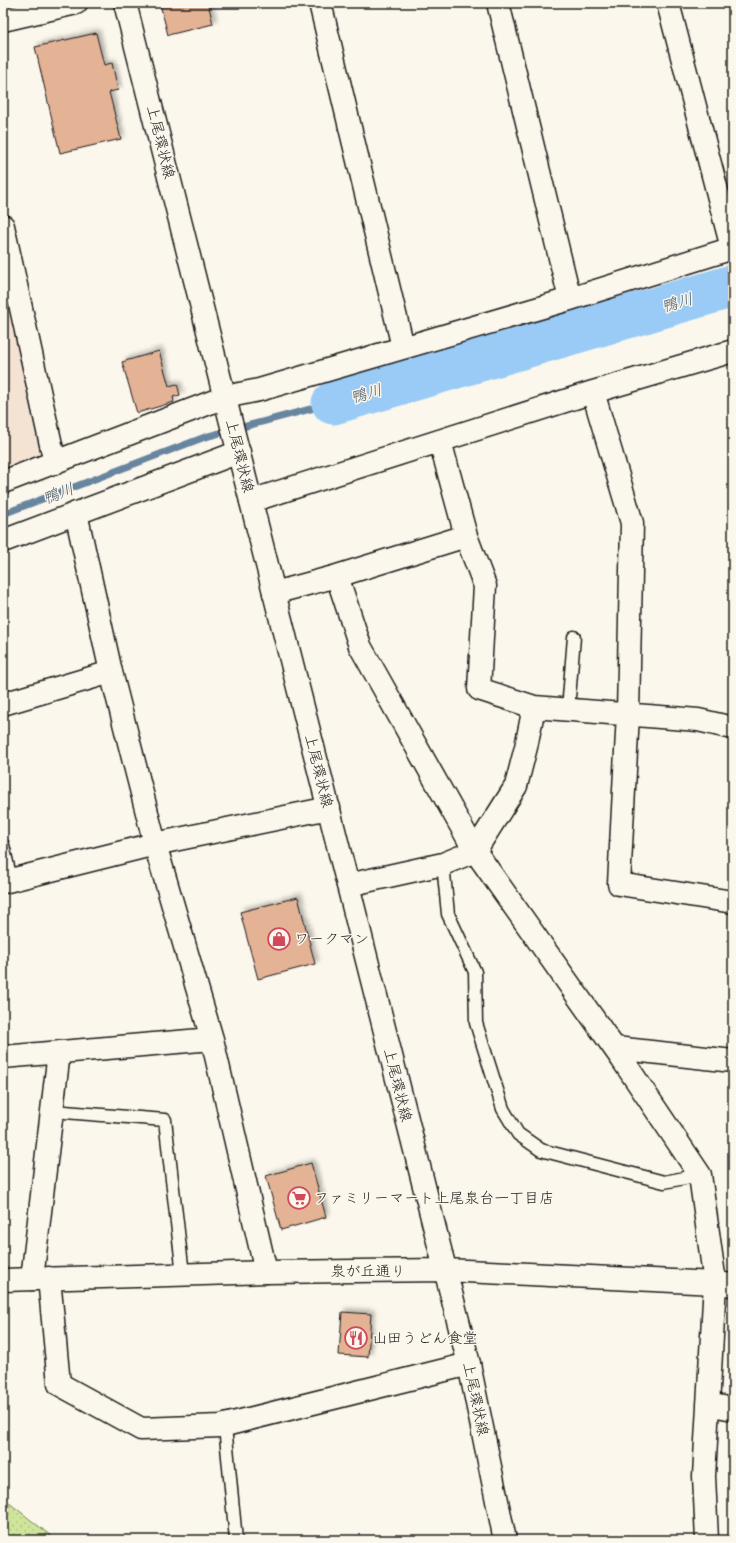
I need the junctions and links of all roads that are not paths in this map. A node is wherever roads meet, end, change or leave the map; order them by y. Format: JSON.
{"nodes":[{"id":1,"x":76,"y":3,"type":"edge"},
{"id":2,"x":125,"y":3,"type":"edge"},
{"id":3,"x":320,"y":3,"type":"edge"},
{"id":4,"x":498,"y":3,"type":"edge"},
{"id":5,"x":668,"y":3,"type":"edge"},
{"id":6,"x":3,"y":20,"type":"edge"},
{"id":7,"x":3,"y":226,"type":"edge"},
{"id":8,"x":732,"y":248,"type":"edge"},
{"id":9,"x":570,"y":299,"type":"junction"},
{"id":10,"x":403,"y":347,"type":"junction"},
{"id":11,"x":731,"y":356,"type":"edge"},
{"id":12,"x":593,"y":392,"type":"junction"},
{"id":13,"x":225,"y":397,"type":"junction"},
{"id":14,"x":440,"y":441,"type":"junction"},
{"id":15,"x":239,"y":452,"type":"junction"},
{"id":16,"x":54,"y":463,"type":"junction"},
{"id":17,"x":3,"y":482,"type":"edge"},
{"id":18,"x":251,"y":500,"type":"junction"},
{"id":19,"x":76,"y":513,"type":"junction"},
{"id":20,"x":466,"y":536,"type":"junction"},
{"id":21,"x":3,"y":541,"type":"edge"},
{"id":22,"x":337,"y":576,"type":"junction"},
{"id":23,"x":274,"y":593,"type":"junction"},
{"id":24,"x":574,"y":637,"type":"dead end"},
{"id":25,"x":111,"y":672,"type":"junction"},
{"id":26,"x":3,"y":704,"type":"edge"},
{"id":27,"x":534,"y":708,"type":"junction"},
{"id":28,"x":568,"y":710,"type":"junction"},
{"id":29,"x":628,"y":714,"type":"junction"},
{"id":30,"x":733,"y":728,"type":"edge"},
{"id":31,"x":328,"y":808,"type":"junction"},
{"id":32,"x":155,"y":844,"type":"junction"},
{"id":33,"x":3,"y":845,"type":"edge"},
{"id":34,"x":475,"y":851,"type":"junction"},
{"id":35,"x":443,"y":864,"type":"junction"},
{"id":36,"x":7,"y":881,"type":"edge"},
{"id":37,"x":348,"y":885,"type":"junction"},
{"id":38,"x":733,"y":902,"type":"edge"},
{"id":39,"x":212,"y":1039,"type":"junction"},
{"id":40,"x":615,"y":1048,"type":"junction"},
{"id":41,"x":58,"y":1052,"type":"junction"},
{"id":42,"x":3,"y":1057,"type":"edge"},
{"id":43,"x":733,"y":1061,"type":"edge"},
{"id":44,"x":52,"y":1111,"type":"junction"},
{"id":45,"x":700,"y":1175,"type":"junction"},
{"id":46,"x":445,"y":1270,"type":"junction"},
{"id":47,"x":266,"y":1272,"type":"junction"},
{"id":48,"x":183,"y":1274,"type":"junction"},
{"id":49,"x":41,"y":1279,"type":"junction"},
{"id":50,"x":3,"y":1280,"type":"edge"},
{"id":51,"x":724,"y":1284,"type":"edge"},
{"id":52,"x":469,"y":1364,"type":"junction"},
{"id":53,"x":708,"y":1404,"type":"junction"},
{"id":54,"x":733,"y":1408,"type":"edge"},
{"id":55,"x":225,"y":1426,"type":"junction"},
{"id":56,"x":236,"y":1540,"type":"edge"},
{"id":57,"x":505,"y":1540,"type":"edge"},
{"id":58,"x":707,"y":1540,"type":"edge"}],
"edges":[{"from":1,"to":6,"type":"street"},
{"from":2,"to":13,"type":"street","name":"上尾環状線"},
{"from":3,"to":10,"type":"street"},
{"from":4,"to":9,"type":"street"},
{"from":5,"to":8,"type":"street"},
{"from":7,"to":16,"type":"street"},
{"from":8,"to":9,"type":"street"},
{"from":9,"to":10,"type":"street"},
{"from":10,"to":13,"type":"street"},
{"from":11,"to":12,"type":"street"},
{"from":12,"to":14,"type":"street"},
{"from":12,"to":29,"type":"street"},
{"from":13,"to":15,"type":"street","name":"上尾環状線"},
{"from":13,"to":16,"type":"street"},
{"from":14,"to":18,"type":"street"},
{"from":14,"to":20,"type":"street"},
{"from":15,"to":18,"type":"street","name":"上尾環状線"},
{"from":15,"to":19,"type":"street"},
{"from":16,"to":17,"type":"street"},
{"from":18,"to":23,"type":"street","name":"上尾環状線"},
{"from":19,"to":21,"type":"street"},
{"from":19,"to":25,"type":"street"},
{"from":20,"to":22,"type":"street"},
{"from":20,"to":27,"type":"street"},
{"from":22,"to":23,"type":"street"},
{"from":22,"to":34,"type":"street"},
{"from":23,"to":31,"type":"street","name":"上尾環状線"},
{"from":24,"to":28,"type":"lane"},
{"from":25,"to":26,"type":"street"},
{"from":25,"to":32,"type":"street"},
{"from":27,"to":28,"type":"street"},
{"from":27,"to":34,"type":"street"},
{"from":28,"to":29,"type":"street"},
{"from":29,"to":30,"type":"street"},
{"from":29,"to":38,"type":"street"},
{"from":31,"to":32,"type":"street"},
{"from":31,"to":37,"type":"street","name":"上尾環状線"},
{"from":32,"to":36,"type":"street"},
{"from":32,"to":39,"type":"street"},
{"from":33,"to":36,"type":"lane"},
{"from":34,"to":35,"type":"street"},
{"from":34,"to":40,"type":"street"},
{"from":35,"to":37,"type":"street"},
{"from":35,"to":45,"type":"lane"},
{"from":37,"to":46,"type":"street","name":"上尾環状線"},
{"from":39,"to":41,"type":"street"},
{"from":39,"to":47,"type":"street"},
{"from":40,"to":43,"type":"street"},
{"from":40,"to":45,"type":"street"},
{"from":41,"to":42,"type":"street"},
{"from":41,"to":44,"type":"street"},
{"from":44,"to":48,"type":"lane"},
{"from":44,"to":49,"type":"street"},
{"from":45,"to":51,"type":"street"},
{"from":46,"to":47,"type":"street","name":"泉が丘通り"},
{"from":46,"to":51,"type":"street","name":"泉が丘通り"},
{"from":46,"to":52,"type":"street","name":"上尾環状線"},
{"from":47,"to":48,"type":"street","name":"泉が丘通り"},
{"from":48,"to":49,"type":"street","name":"泉が丘通り"},
{"from":49,"to":50,"type":"street","name":"泉が丘通り"},
{"from":49,"to":55,"type":"street"},
{"from":51,"to":53,"type":"street"},
{"from":52,"to":55,"type":"street"},
{"from":52,"to":57,"type":"street","name":"上尾環状線"},
{"from":53,"to":54,"type":"street"},
{"from":53,"to":58,"type":"street"},
{"from":55,"to":56,"type":"lane"}]}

────────────────

## The problem
Each record above is to be returned unchanged, while any picture it holds stays out.

## Result of the exercise
I need the junctions and links of all roads that are not paths in this map. A node is wherever roads meet, end, change or leave the map; order them by y. Format: JSON.
{"nodes":[{"id":1,"x":76,"y":3,"type":"edge"},
{"id":2,"x":125,"y":3,"type":"edge"},
{"id":3,"x":320,"y":3,"type":"edge"},
{"id":4,"x":498,"y":3,"type":"edge"},
{"id":5,"x":668,"y":3,"type":"edge"},
{"id":6,"x":3,"y":20,"type":"edge"},
{"id":7,"x":3,"y":226,"type":"edge"},
{"id":8,"x":732,"y":248,"type":"edge"},
{"id":9,"x":570,"y":299,"type":"junction"},
{"id":10,"x":403,"y":347,"type":"junction"},
{"id":11,"x":731,"y":356,"type":"edge"},
{"id":12,"x":593,"y":392,"type":"junction"},
{"id":13,"x":225,"y":397,"type":"junction"},
{"id":14,"x":440,"y":441,"type":"junction"},
{"id":15,"x":239,"y":452,"type":"junction"},
{"id":16,"x":54,"y":463,"type":"junction"},
{"id":17,"x":3,"y":482,"type":"edge"},
{"id":18,"x":251,"y":500,"type":"junction"},
{"id":19,"x":76,"y":513,"type":"junction"},
{"id":20,"x":466,"y":536,"type":"junction"},
{"id":21,"x":3,"y":541,"type":"edge"},
{"id":22,"x":337,"y":576,"type":"junction"},
{"id":23,"x":274,"y":593,"type":"junction"},
{"id":24,"x":574,"y":637,"type":"dead end"},
{"id":25,"x":111,"y":672,"type":"junction"},
{"id":26,"x":3,"y":704,"type":"edge"},
{"id":27,"x":534,"y":708,"type":"junction"},
{"id":28,"x":568,"y":710,"type":"junction"},
{"id":29,"x":628,"y":714,"type":"junction"},
{"id":30,"x":733,"y":728,"type":"edge"},
{"id":31,"x":328,"y":808,"type":"junction"},
{"id":32,"x":155,"y":844,"type":"junction"},
{"id":33,"x":3,"y":845,"type":"edge"},
{"id":34,"x":475,"y":851,"type":"junction"},
{"id":35,"x":443,"y":864,"type":"junction"},
{"id":36,"x":7,"y":881,"type":"edge"},
{"id":37,"x":348,"y":885,"type":"junction"},
{"id":38,"x":733,"y":902,"type":"edge"},
{"id":39,"x":212,"y":1039,"type":"junction"},
{"id":40,"x":615,"y":1048,"type":"junction"},
{"id":41,"x":58,"y":1052,"type":"junction"},
{"id":42,"x":3,"y":1057,"type":"edge"},
{"id":43,"x":733,"y":1061,"type":"edge"},
{"id":44,"x":52,"y":1111,"type":"junction"},
{"id":45,"x":700,"y":1175,"type":"junction"},
{"id":46,"x":445,"y":1270,"type":"junction"},
{"id":47,"x":266,"y":1272,"type":"junction"},
{"id":48,"x":183,"y":1274,"type":"junction"},
{"id":49,"x":41,"y":1279,"type":"junction"},
{"id":50,"x":3,"y":1280,"type":"edge"},
{"id":51,"x":724,"y":1284,"type":"edge"},
{"id":52,"x":469,"y":1364,"type":"junction"},
{"id":53,"x":708,"y":1404,"type":"junction"},
{"id":54,"x":733,"y":1408,"type":"edge"},
{"id":55,"x":225,"y":1426,"type":"junction"},
{"id":56,"x":236,"y":1540,"type":"edge"},
{"id":57,"x":505,"y":1540,"type":"edge"},
{"id":58,"x":707,"y":1540,"type":"edge"}],
"edges":[{"from":1,"to":6,"type":"street"},
{"from":2,"to":13,"type":"street","name":"上尾環状線"},
{"from":3,"to":10,"type":"street"},
{"from":4,"to":9,"type":"street"},
{"from":5,"to":8,"type":"street"},
{"from":7,"to":16,"type":"street"},
{"from":8,"to":9,"type":"street"},
{"from":9,"to":10,"type":"street"},
{"from":10,"to":13,"type":"street"},
{"from":11,"to":12,"type":"street"},
{"from":12,"to":14,"type":"street"},
{"from":12,"to":29,"type":"street"},
{"from":13,"to":15,"type":"street","name":"上尾環状線"},
{"from":13,"to":16,"type":"street"},
{"from":14,"to":18,"type":"street"},
{"from":14,"to":20,"type":"street"},
{"from":15,"to":18,"type":"street","name":"上尾環状線"},
{"from":15,"to":19,"type":"street"},
{"from":16,"to":17,"type":"street"},
{"from":18,"to":23,"type":"street","name":"上尾環状線"},
{"from":19,"to":21,"type":"street"},
{"from":19,"to":25,"type":"street"},
{"from":20,"to":22,"type":"street"},
{"from":20,"to":27,"type":"street"},
{"from":22,"to":23,"type":"street"},
{"from":22,"to":34,"type":"street"},
{"from":23,"to":31,"type":"street","name":"上尾環状線"},
{"from":24,"to":28,"type":"lane"},
{"from":25,"to":26,"type":"street"},
{"from":25,"to":32,"type":"street"},
{"from":27,"to":28,"type":"street"},
{"from":27,"to":34,"type":"street"},
{"from":28,"to":29,"type":"street"},
{"from":29,"to":30,"type":"street"},
{"from":29,"to":38,"type":"street"},
{"from":31,"to":32,"type":"street"},
{"from":31,"to":37,"type":"street","name":"上尾環状線"},
{"from":32,"to":36,"type":"street"},
{"from":32,"to":39,"type":"street"},
{"from":33,"to":36,"type":"lane"},
{"from":34,"to":35,"type":"street"},
{"from":34,"to":40,"type":"street"},
{"from":35,"to":37,"type":"street"},
{"from":35,"to":45,"type":"lane"},
{"from":37,"to":46,"type":"street","name":"上尾環状線"},
{"from":39,"to":41,"type":"street"},
{"from":39,"to":47,"type":"street"},
{"from":40,"to":43,"type":"street"},
{"from":40,"to":45,"type":"street"},
{"from":41,"to":42,"type":"street"},
{"from":41,"to":44,"type":"street"},
{"from":44,"to":48,"type":"lane"},
{"from":44,"to":49,"type":"street"},
{"from":45,"to":51,"type":"street"},
{"from":46,"to":47,"type":"street","name":"泉が丘通り"},
{"from":46,"to":51,"type":"street","name":"泉が丘通り"},
{"from":46,"to":52,"type":"street","name":"上尾環状線"},
{"from":47,"to":48,"type":"street","name":"泉が丘通り"},
{"from":48,"to":49,"type":"street","name":"泉が丘通り"},
{"from":49,"to":50,"type":"street","name":"泉が丘通り"},
{"from":49,"to":55,"type":"street"},
{"from":51,"to":53,"type":"street"},
{"from":52,"to":55,"type":"street"},
{"from":52,"to":57,"type":"street","name":"上尾環状線"},
{"from":53,"to":54,"type":"street"},
{"from":53,"to":58,"type":"street"},
{"from":55,"to":56,"type":"lane"}]}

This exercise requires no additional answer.